If he were farming, Scharf said, he would put anhydrous on 15 to 20% of his fields in the fall at a full rate. He wouldn't risk much N with that formula, but he would save some spring trips in years without winter loss conditions.

Even spring-applied anhydrous can be lost, Scharf said, which is why he leans toward sidedressing and later in-season applications: "The later you go [with nitrogen], the better your odds are to get it through to the crop."

Besides liquid nitrogen in-season applications, Scharf is enamored of new-technology dry-fertilizer machines. "High-clearance spinners are the way to get a lot of acres done," he said. "In-season N has to be fast in today's world."


The Carsons recently decided to trade their anhydrous "insurance" for another form of insurance, and they bought a Hagie STS 12 equipped with a 60-foot boom with Y-Drop. That combination allows them to wait out wet spring weather to apply in-season nitrogen. (To help offset some of the cost of the sprayer, Greg makes it do triple duty as a herbicide and fungicide applicator using a 120-foot boom. The custom work he does with the sprayer also helps justify the expense.)

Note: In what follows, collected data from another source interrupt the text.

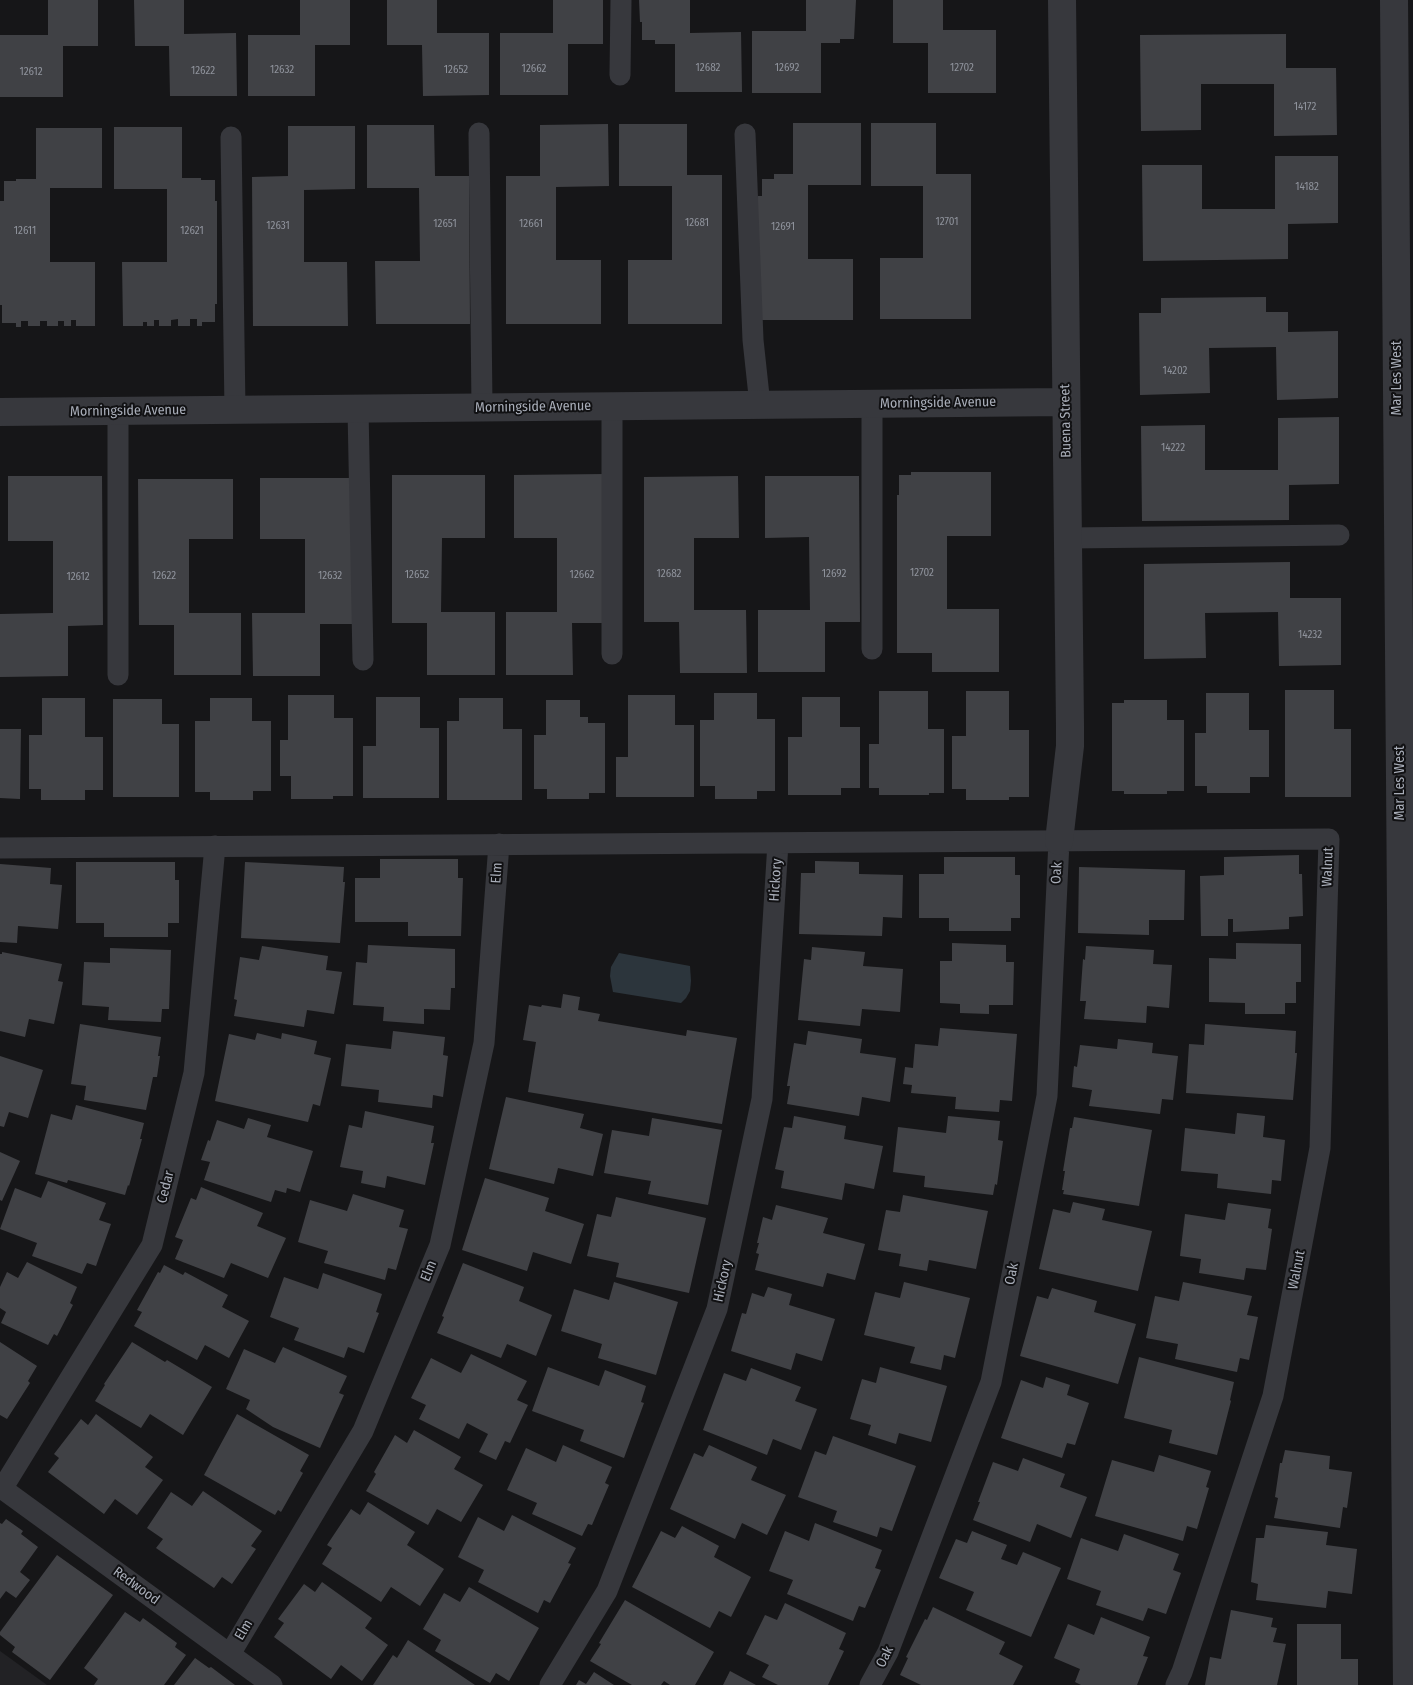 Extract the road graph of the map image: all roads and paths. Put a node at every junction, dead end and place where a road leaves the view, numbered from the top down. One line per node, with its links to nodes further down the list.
1 (621, 0): 4 (lane)
2 (1062, 0): 8 (street, Buena Street)
3 (1394, 0): 34 (street, Mar Les West)
4 (620, 76)
5 (478, 133): 12 (lane)
6 (744, 134): 10 (lane)
7 (231, 137): 14 (lane)
8 (1066, 402): 9 (street, Morningside Avenue); 18 (street, Buena Street)
9 (872, 404): 10 (street, Morningside Avenue); 19 (lane)
10 (760, 405): 11 (street, Morningside Avenue)
11 (612, 406): 12 (street, Morningside Avenue); 20 (lane)
12 (482, 407): 13 (street, Morningside Avenue)
13 (358, 409): 14 (street, Morningside Avenue); 21 (lane)
14 (236, 410): 15 (street, Morningside Avenue)
15 (118, 411): 16 (street, Morningside Avenue); 22 (lane)
16 (0, 412)
17 (1340, 535): 18 (lane)
18 (1068, 538): 23 (street, Buena Street)
19 (872, 648)
20 (612, 654)
21 (363, 660)
22 (118, 675)
23 (1058, 841): 24 (lane); 32 (lane, Oak); 33 (lane, Walnut)
24 (778, 843): 25 (lane); 31 (lane, Hickory)
25 (499, 844): 26 (lane); 29 (lane, Elm)
26 (215, 846): 27 (lane); 28 (lane, Cedar)
27 (0, 848)
28 (1, 1488): 29 (lane, Redwood)
29 (230, 1654): 30 (lane, Redwood)
30 (272, 1685)
31 (550, 1685)
32 (870, 1685)
33 (1176, 1685)
34 (1407, 1685) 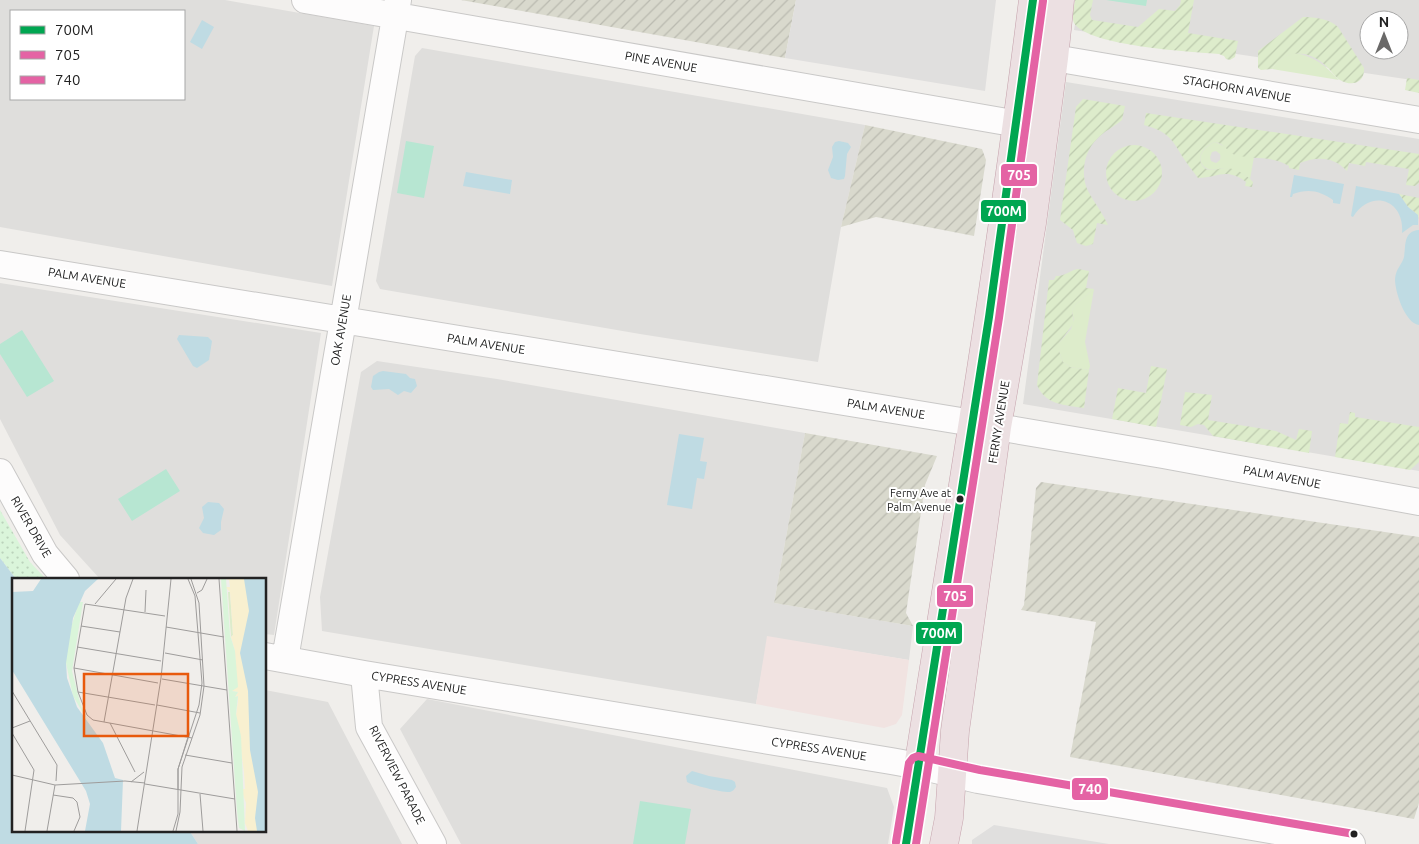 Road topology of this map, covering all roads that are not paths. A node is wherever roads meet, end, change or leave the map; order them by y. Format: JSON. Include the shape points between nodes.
{"nodes":[{"id":1,"x":304,"y":0,"type":"edge"},
{"id":2,"x":1033,"y":0,"type":"edge"},
{"id":3,"x":1060,"y":0,"type":"edge"},
{"id":4,"x":397,"y":8,"type":"edge"},
{"id":5,"x":1054,"y":58,"type":"junction"},
{"id":6,"x":1419,"y":120,"type":"edge"},
{"id":7,"x":1018,"y":124,"type":"junction"},
{"id":8,"x":0,"y":264,"type":"edge"},
{"id":9,"x":343,"y":320,"type":"junction"},
{"id":10,"x":985,"y":425,"type":"junction"},
{"id":11,"x":0,"y":472,"type":"edge"},
{"id":12,"x":1419,"y":502,"type":"edge"},
{"id":13,"x":65,"y":578,"type":"edge"},
{"id":14,"x":275,"y":658,"type":"edge"},
{"id":15,"x":364,"y":674,"type":"junction"},
{"id":16,"x":919,"y":766,"type":"junction"},
{"id":17,"x":953,"y":774,"type":"junction"},
{"id":18,"x":432,"y":844,"type":"edge"},
{"id":19,"x":906,"y":844,"type":"edge"},
{"id":20,"x":944,"y":844,"type":"edge"},
{"id":21,"x":1352,"y":844,"type":"edge"}],
"edges":[{"from":1,"to":4,"type":"street","name":"PINE AVENUE"},
{"from":2,"to":7,"type":"highway","name":"FERNY AVENUE"},
{"from":3,"to":5,"type":"highway","name":"FERNY AVENUE"},
{"from":4,"to":7,"type":"street","name":"PINE AVENUE"},
{"from":4,"to":9,"type":"street","name":"OAK AVENUE"},
{"from":5,"to":6,"type":"street","name":"STAGHORN AVENUE"},
{"from":5,"to":10,"type":"highway","name":"FERNY AVENUE","via":[[1032,223]]},
{"from":7,"to":10,"type":"highway","name":"FERNY AVENUE"},
{"from":8,"to":9,"type":"street","name":"PALM AVENUE"},
{"from":9,"to":10,"type":"street","name":"PALM AVENUE"},
{"from":9,"to":14,"type":"street","name":"OAK AVENUE"},
{"from":10,"to":12,"type":"street","name":"PALM AVENUE","via":[[1163,454]]},
{"from":10,"to":16,"type":"highway","name":"FERNY AVENUE"},
{"from":10,"to":17,"type":"highway","name":"FERNY AVENUE"},
{"from":11,"to":13,"type":"street","name":"RIVER DRIVE","via":[[45,554]]},
{"from":14,"to":15,"type":"street","name":"CYPRESS AVENUE"},
{"from":15,"to":16,"type":"street","name":"CYPRESS AVENUE"},
{"from":15,"to":18,"type":"street","name":"RIVERVIEW PARADE","via":[[370,727]]},
{"from":16,"to":17,"type":"street","name":"CYPRESS AVENUE"},
{"from":16,"to":19,"type":"highway","name":"FERNY AVENUE"},
{"from":17,"to":20,"type":"highway","name":"FERNY AVENUE"},
{"from":17,"to":21,"type":"street","name":"CYPRESS AVENUE"}]}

In a typical year, the Carsons' corn-on-corn gets three nitrogen applications beginning with 70 units in a preplant herbicide program shortly before planting. They follow with 50 units via Y-Drop at the V8 to V10 stages and finish with 50 to 60 more units via Y-Drop at V14 to pretasseling. For corn following soybeans, they skip the middle application, relying on a nitrogen credit from the previous crop. The Carsons' in-season prescriptions are based on recommendations from Encirca. (Editor's note: DTN provides weather data to DuPont Pioneer for use in its product.)

The Carsons' annual yield goal is 230 bushels per acre, which they achieve with about three-quarter-unit of nitrogen per bushel of corn, not the 1-to-1 ratio that used to be common practice when they relied on anhydrous.

"It's working very well for us," Greg said.

What if the spring is exceptionally wet? If there was so much rain in the spring that the Carsons can't get their preplant down, "At that point," Greg said with a laugh, "nitrogen is going to be the least of our worries, because there isn't going to be any seed corn in the ground."

Of course, a year like that might come.

But the Carsons seem convinced their nitrogen program without anhydrous is on a firm economical, agronomic and environmental footing. "The way we do this saves money and makes more efficient use of N," Greg said. "Either we are going to do this [efficient nitrogen application] on our own, or the government is going to step in and tell us what to do. Besides, it's the right thing to do [for the environment]."